Records:

-*-*-

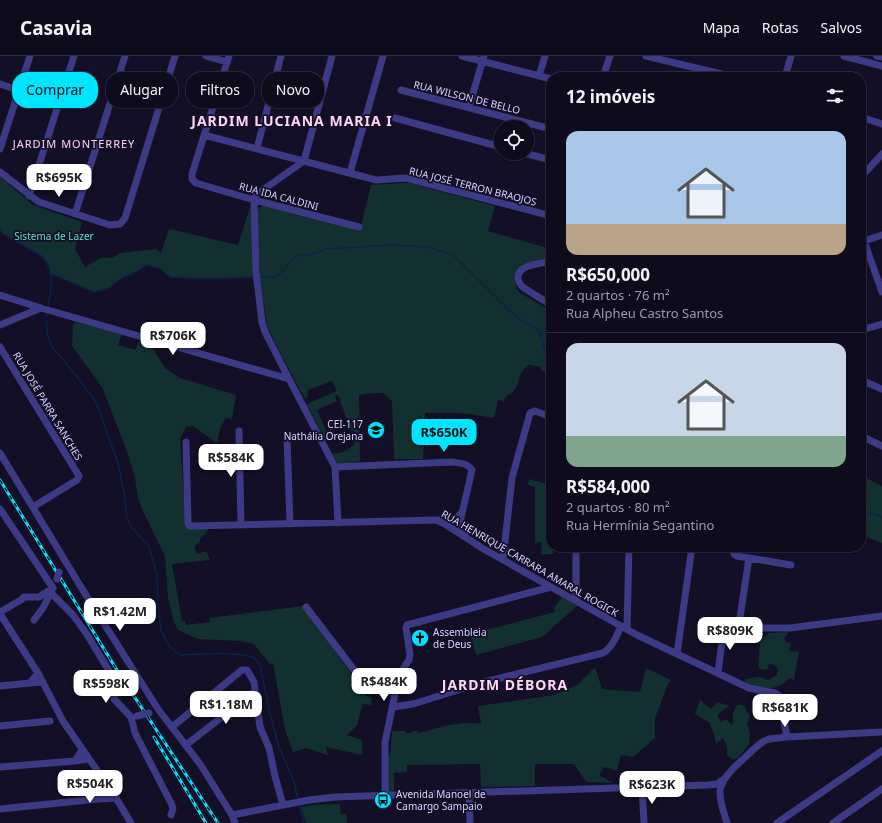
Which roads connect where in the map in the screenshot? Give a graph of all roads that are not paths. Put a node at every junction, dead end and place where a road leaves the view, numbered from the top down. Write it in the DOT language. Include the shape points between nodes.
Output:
graph roads {
  1 [pos="30,56"];
  2 [pos="125,56"];
  3 [pos="175,56"];
  4 [pos="206,56"];
  5 [pos="281,56"];
  6 [pos="332,56"];
  7 [pos="382,56"];
  8 [pos="462,56"];
  9 [pos="545,56"];
  10 [pos="610,56"];
  11 [pos="646,56"];
  12 [pos="791,56"];
  13 [pos="844,56"];
  14 [pos="878,56"];
  15 [pos="71,57"];
  16 [pos="882,57"];
  17 [pos="228,59"];
  18 [pos="483,59"];
  19 [pos="882,66"];
  20 [pos="24,72"];
  21 [pos="605,72"];
  22 [pos="713,72"];
  23 [pos="786,72"];
  24 [pos="539,76"];
  25 [pos="546,78"];
  26 [pos="0,84"];
  27 [pos="12,88"];
  28 [pos="401,90"];
  29 [pos="13,108"];
  30 [pos="469,108"];
  31 [pos="395,118"];
  32 [pos="867,119"];
  33 [pos="882,124"];
  34 [pos="546,129"];
  35 [pos="204,135"];
  36 [pos="494,145"];
  37 [pos="257,148"];
  38 [pos="0,149"];
  39 [pos="882,154"];
  40 [pos="534,156"];
  41 [pos="546,159"];
  42 [pos="304,161"];
  43 [pos="0,172"];
  44 [pos="866,172"];
  45 [pos="350,173"];
  46 [pos="29,196"];
  47 [pos="254,200"];
  48 [pos="75,214"];
  49 [pos="546,215"];
  50 [pos="359,227"];
  51 [pos="882,236"];
  52 [pos="866,241"];
  53 [pos="866,252"];
  54 [pos="546,262"];
  55 [pos="882,292"];
  56 [pos="0,294"];
  57 [pos="16,300"];
  58 [pos="546,302"];
  59 [pos="42,308"];
  60 [pos="20,316"];
  61 [pos="882,324"];
  62 [pos="0,325"];
  63 [pos="866,329"];
  64 [pos="0,347"];
  65 [pos="289,379"];
  66 [pos="866,382"];
  67 [pos="882,389"];
  68 [pos="546,415"];
  69 [pos="239,431"];
  70 [pos="287,437"];
  71 [pos="866,438"];
  72 [pos="186,442"];
  73 [pos="882,446"];
  74 [pos="0,453"];
  75 [pos="335,467"];
  76 [pos="33,507"];
  77 [pos="0,509"];
  78 [pos="462,512"];
  79 [pos="436,520"];
  80 [pos="338,523"];
  81 [pos="290,524"];
  82 [pos="241,525"];
  83 [pos="468,538"];
  84 [pos="576,552"];
  85 [pos="629,552"];
  86 [pos="691,552"];
  87 [pos="736,552"];
  88 [pos="749,558"];
  89 [pos="64,559"];
  90 [pos="504,559"];
  91 [pos="791,565"];
  92 [pos="551,587"];
  93 [pos="52,590"];
  94 [pos="576,601"];
  95 [pos="306,607"];
  96 [pos="0,613"];
  97 [pos="882,616"];
  98 [pos="34,620"];
  99 [pos="739,624"];
  100 [pos="3,626"];
  101 [pos="624,628"];
  102 [pos="677,654"];
  103 [pos="38,673"];
  104 [pos="718,673"];
  105 [pos="399,675"];
  106 [pos="43,682"];
  107 [pos="30,683"];
  108 [pos="0,686"];
  109 [pos="255,691"];
  110 [pos="393,707"];
  111 [pos="158,709"];
  112 [pos="59,714"];
  113 [pos="134,716"];
  114 [pos="50,721"];
  115 [pos="63,721"];
  116 [pos="0,726"];
  117 [pos="172,727"];
  118 [pos="882,732"];
  119 [pos="787,737"];
  120 [pos="186,745"];
  121 [pos="82,750"];
  122 [pos="882,751"];
  123 [pos="88,759"];
  124 [pos="75,761"];
  125 [pos="0,767"];
  126 [pos="721,785"];
  127 [pos="642,787"];
  128 [pos="882,789"];
  129 [pos="111,790"];
  130 [pos="469,793"];
  131 [pos="385,795"];
  132 [pos="116,798"];
  133 [pos="98,799"];
  134 [pos="283,805"];
  135 [pos="0,809"];
  136 [pos="171,815"];
  137 [pos="232,816"];
  138 [pos="131,823"];
  139 [pos="235,823"];
  140 [pos="470,823"];
  141 [pos="644,823"];
  142 [pos="727,823"];
  143 [pos="777,823"];
  144 [pos="833,823"];
  1 -- 20 [label="street"];
  2 -- 48 [label="street"];
  3 -- 48 [label="street" via="125,218 120,224 110,225"];
  4 -- 17 [label="street"];
  5 -- 37 [label="street"];
  6 -- 42 [label="street"];
  7 -- 45 [label="street"];
  8 -- 18 [label="street"];
  9 -- 24 [label="street"];
  10 -- 21 [label="street"];
  11 -- 22 [label="street"];
  12 -- 23 [label="street"];
  13 -- 19 [label="street"];
  14 -- 16 [label="street"];
  15 -- 46 [label="street"];
  17 -- 35 [label="street"];
  18 -- 24 [label="street"];
  18 -- 30 [label="street"];
  24 -- 25 [label="street"];
  26 -- 27 [label="street"];
  28 -- 30 [label="street, RUA WILSON DE BELLO"];
  29 -- 38 [label="street"];
  30 -- 34 [label="street, RUA WILSON DE BELLO"];
  31 -- 36 [label="street"];
  32 -- 33 [label="street"];
  35 -- 37 [label="street, RUA JOSÉ TERRON BRAOJOS"];
  35 -- 47 [label="street, RUA IDA CALDINI" via="192,174 194,182"];
  37 -- 42 [label="street, RUA JOSÉ TERRON BRAOJOS"];
  39 -- 44 [label="street"];
  40 -- 41 [label="street"];
  42 -- 45 [label="street, RUA JOSÉ TERRON BRAOJOS"];
  42 -- 47 [label="street" via="257,194"];
  43 -- 46 [label="street"];
  45 -- 49 [label="street, RUA JOSÉ TERRON BRAOJOS" via="376,180 406,178"];
  46 -- 48 [label="street"];
  47 -- 50 [label="street, RUA IDA CALDINI"];
  47 -- 65 [label="street" via="260,308 265,332"];
  51 -- 52 [label="street"];
  53 -- 55 [label="street"];
  54 -- 58 [label="street" via="526,267 521,270 518,278 520,285"];
  56 -- 57 [label="street"];
  57 -- 59 [label="street"];
  57 -- 60 [label="street" via="24,308"];
  59 -- 60 [label="street"];
  59 -- 65 [label="street"];
  60 -- 62 [label="street"];
  61 -- 63 [label="street"];
  64 -- 76 [label="street, RUA JOSÉ PARRA SANCHES" via="79,476 77,480"];
  65 -- 75 [label="street"];
  66 -- 67 [label="street"];
  68 -- 90 [label="street" via="535,411 530,413 512,478"];
  69 -- 82 [label="street"];
  70 -- 81 [label="street"];
  71 -- 73 [label="street"];
  72 -- 82 [label="street, RUA HENRIQUE CARRARA AMARAL ROGICK" via="188,523 190,526"];
  74 -- 76 [label="street"];
  75 -- 78 [label="street" via="466,464 472,470"];
  75 -- 80 [label="street"];
  76 -- 89 [label="street"];
  77 -- 93 [label="street"];
  78 -- 79 [label="street" via="454,519"];
  78 -- 83 [label="street" via="460,526"];
  79 -- 80 [label="street, RUA HENRIQUE CARRARA AMARAL ROGICK"];
  79 -- 83 [label="street, RUA HENRIQUE CARRARA AMARAL ROGICK"];
  80 -- 81 [label="street, RUA HENRIQUE CARRARA AMARAL ROGICK"];
  81 -- 82 [label="street, RUA HENRIQUE CARRARA AMARAL ROGICK"];
  83 -- 90 [label="street, RUA HENRIQUE CARRARA AMARAL ROGICK"];
  84 -- 94 [label="street"];
  85 -- 101 [label="street"];
  86 -- 102 [label="street"];
  87 -- 88 [label="street"];
  88 -- 91 [label="street"];
  88 -- 99 [label="street"];
  89 -- 93 [label="street"];
  89 -- 111 [label="street"];
  90 -- 92 [label="street, RUA HENRIQUE CARRARA AMARAL ROGICK"];
  92 -- 94 [label="street, RUA HENRIQUE CARRARA AMARAL ROGICK"];
  92 -- 105 [label="street" via="407,625 410,655"];
  93 -- 96 [label="street" via="39,597 24,597"];
  93 -- 98 [label="street"];
  93 -- 113 [label="street" via="86,633 111,674 115,684 114,699"];
  94 -- 101 [label="street, RUA HENRIQUE CARRARA AMARAL ROGICK"];
  95 -- 105 [label="street" via="358,675"];
  96 -- 100 [label="street"];
  97 -- 99 [label="street" via="790,628 763,628"];
  99 -- 104 [label="street" via="728,622 724,626"];
  100 -- 103 [label="street"];
  101 -- 102 [label="street, RUA HENRIQUE CARRARA AMARAL ROGICK"];
  101 -- 110 [label="street" via="603,653 484,682 413,704"];
  102 -- 104 [label="street, RUA HENRIQUE CARRARA AMARAL ROGICK"];
  103 -- 106 [label="street"];
  103 -- 107 [label="street"];
  104 -- 119 [label="street, RUA HENRIQUE CARRARA AMARAL ROGICK" via="749,688 778,696"];
  105 -- 110 [label="street"];
  106 -- 107 [label="street"];
  106 -- 112 [label="street"];
  107 -- 108 [label="street"];
  109 -- 117 [label="street" via="247,670 242,670"];
  109 -- 120 [label="street"];
  109 -- 134 [label="street" via="260,728 269,748"];
  110 -- 131 [label="street" via="385,742"];
  111 -- 113 [label="street, bridge" via="149,714"];
  111 -- 117 [label="street"];
  112 -- 114 [label="street"];
  112 -- 115 [label="street"];
  113 -- 136 [label="street" via="135,733 171,802"];
  114 -- 115 [label="street"];
  114 -- 116 [label="street"];
  115 -- 121 [label="street"];
  117 -- 120 [label="street"];
  118 -- 119 [label="street"];
  119 -- 126 [label="street" via="769,738 764,741 728,773"];
  120 -- 137 [label="street"];
  121 -- 123 [label="street"];
  121 -- 124 [label="street"];
  122 -- 143 [label="street"];
  123 -- 124 [label="street"];
  123 -- 129 [label="street"];
  124 -- 125 [label="street"];
  126 -- 127 [label="street"];
  126 -- 142 [label="street" via="721,806"];
  127 -- 130 [label="street"];
  127 -- 141 [label="street"];
  128 -- 144 [label="street"];
  129 -- 132 [label="street"];
  129 -- 133 [label="street"];
  130 -- 131 [label="street"];
  130 -- 140 [label="street"];
  131 -- 134 [label="street" via="335,797"];
  132 -- 133 [label="street"];
  132 -- 138 [label="street"];
  133 -- 135 [label="street"];
  134 -- 137 [label="street"];
  137 -- 139 [label="street"];
}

-*-*-

Try it: What lines in the listing above hold the string "WILSON"? List them.

Answer to the problem:
  28 -- 30 [label="street, RUA WILSON DE BELLO"];
  30 -- 34 [label="street, RUA WILSON DE BELLO"];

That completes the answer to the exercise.